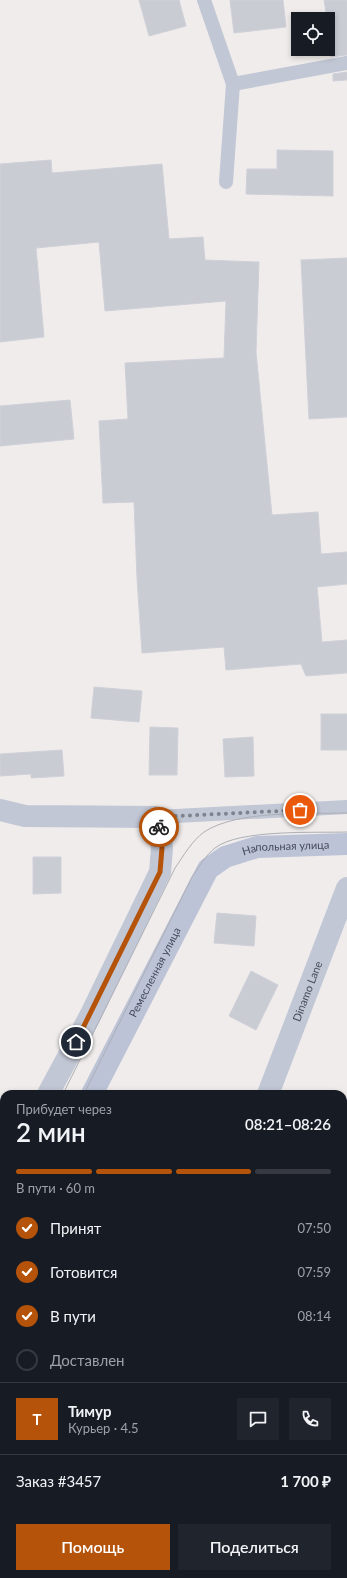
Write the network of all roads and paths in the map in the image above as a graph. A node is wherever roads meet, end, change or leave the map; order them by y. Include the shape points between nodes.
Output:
1 (204, 0) edge
2 (347, 63) edge
3 (233, 84) junction
4 (226, 182) dead end
5 (347, 807) edge
6 (0, 810) edge
7 (157, 817) junction
8 (347, 844) edge
9 (225, 857) joint
10 (347, 888) edge
11 (50, 1090) edge
12 (94, 1090) edge
13 (270, 1090) edge

1 - 3 lane
2 - 3 lane
3 - 4 lane
5 - 7 lane
6 - 7 street via 25,816
7 - 11 street via 162,848 160,872 90,1016
8 - 9 street, Напольная улица via 257,846
9 - 12 street, Ремесленная улица via 208,869
10 - 13 street, Dinamo Lane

> [Aim of the exercise]: Omit the pictures. Output every record above word for word.

> [Written answer]:
Write the network of all roads and paths in the map in the image above as a graph. A node is wherever roads meet, end, change or leave the map; order them by y. Include the shape points between nodes.
Output:
1 (204, 0) edge
2 (347, 63) edge
3 (233, 84) junction
4 (226, 182) dead end
5 (347, 807) edge
6 (0, 810) edge
7 (157, 817) junction
8 (347, 844) edge
9 (225, 857) joint
10 (347, 888) edge
11 (50, 1090) edge
12 (94, 1090) edge
13 (270, 1090) edge

1 - 3 lane
2 - 3 lane
3 - 4 lane
5 - 7 lane
6 - 7 street via 25,816
7 - 11 street via 162,848 160,872 90,1016
8 - 9 street, Напольная улица via 257,846
9 - 12 street, Ремесленная улица via 208,869
10 - 13 street, Dinamo Lane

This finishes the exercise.